**YOUR GOAL:** Transcribe every entry verbatim; omit pictures.

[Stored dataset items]

————————

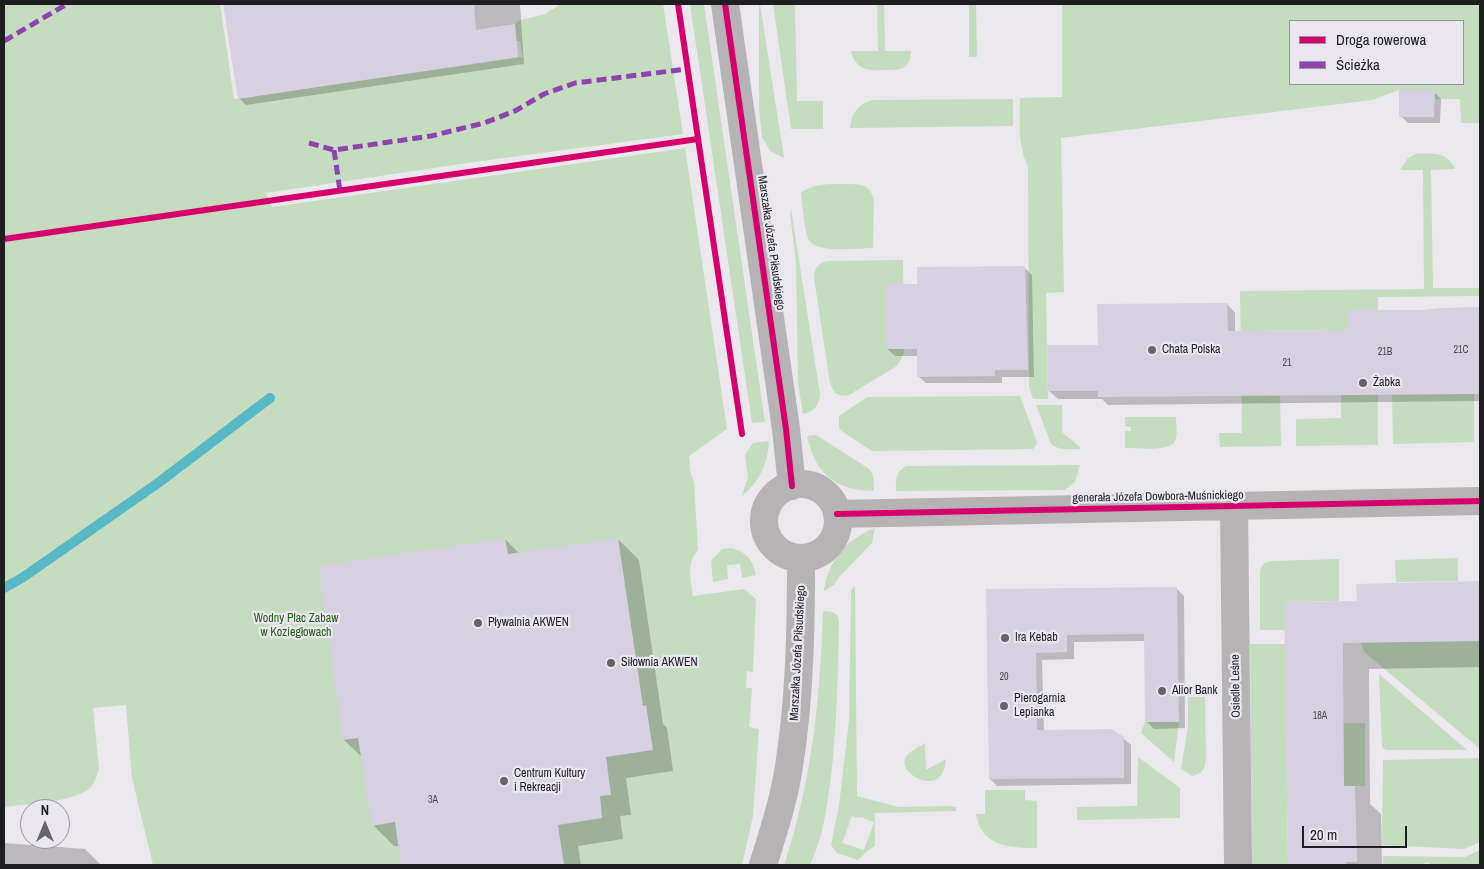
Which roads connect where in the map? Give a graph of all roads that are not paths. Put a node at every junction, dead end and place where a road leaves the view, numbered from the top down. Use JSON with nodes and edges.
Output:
{"nodes":[{"id":1,"x":725,"y":4,"type":"edge"},
{"id":2,"x":792,"y":486,"type":"junction"},
{"id":3,"x":1480,"y":501,"type":"edge"},
{"id":4,"x":1234,"y":507,"type":"junction"},
{"id":5,"x":837,"y":514,"type":"junction"},
{"id":6,"x":801,"y":558,"type":"junction"},
{"id":7,"x":1238,"y":860,"type":"edge"},
{"id":8,"x":763,"y":865,"type":"edge"}],
"edges":[{"from":1,"to":2,"type":"street","name":"Marszałka Józefa Piłsudskiego"},
{"from":2,"to":5,"type":"street"},
{"from":2,"to":6,"type":"street"},
{"from":3,"to":4,"type":"street","name":"generała Józefa Dowbora-Muśnickiego"},
{"from":4,"to":5,"type":"street","name":"generała Józefa Dowbora-Muśnickiego"},
{"from":4,"to":7,"type":"street","name":"Osiedle Leśne"},
{"from":5,"to":6,"type":"street"},
{"from":6,"to":8,"type":"street","name":"Marszałka Józefa Piłsudskiego"}]}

————————

**OUTPUT FOR THIS EXERCISE:**
Which roads connect where in the map? Give a graph of all roads that are not paths. Put a node at every junction, dead end and place where a road leaves the view, numbered from the top down. Use JSON with nodes and edges.
Output:
{"nodes":[{"id":1,"x":725,"y":4,"type":"edge"},
{"id":2,"x":792,"y":486,"type":"junction"},
{"id":3,"x":1480,"y":501,"type":"edge"},
{"id":4,"x":1234,"y":507,"type":"junction"},
{"id":5,"x":837,"y":514,"type":"junction"},
{"id":6,"x":801,"y":558,"type":"junction"},
{"id":7,"x":1238,"y":860,"type":"edge"},
{"id":8,"x":763,"y":865,"type":"edge"}],
"edges":[{"from":1,"to":2,"type":"street","name":"Marszałka Józefa Piłsudskiego"},
{"from":2,"to":5,"type":"street"},
{"from":2,"to":6,"type":"street"},
{"from":3,"to":4,"type":"street","name":"generała Józefa Dowbora-Muśnickiego"},
{"from":4,"to":5,"type":"street","name":"generała Józefa Dowbora-Muśnickiego"},
{"from":4,"to":7,"type":"street","name":"Osiedle Leśne"},
{"from":5,"to":6,"type":"street"},
{"from":6,"to":8,"type":"street","name":"Marszałka Józefa Piłsudskiego"}]}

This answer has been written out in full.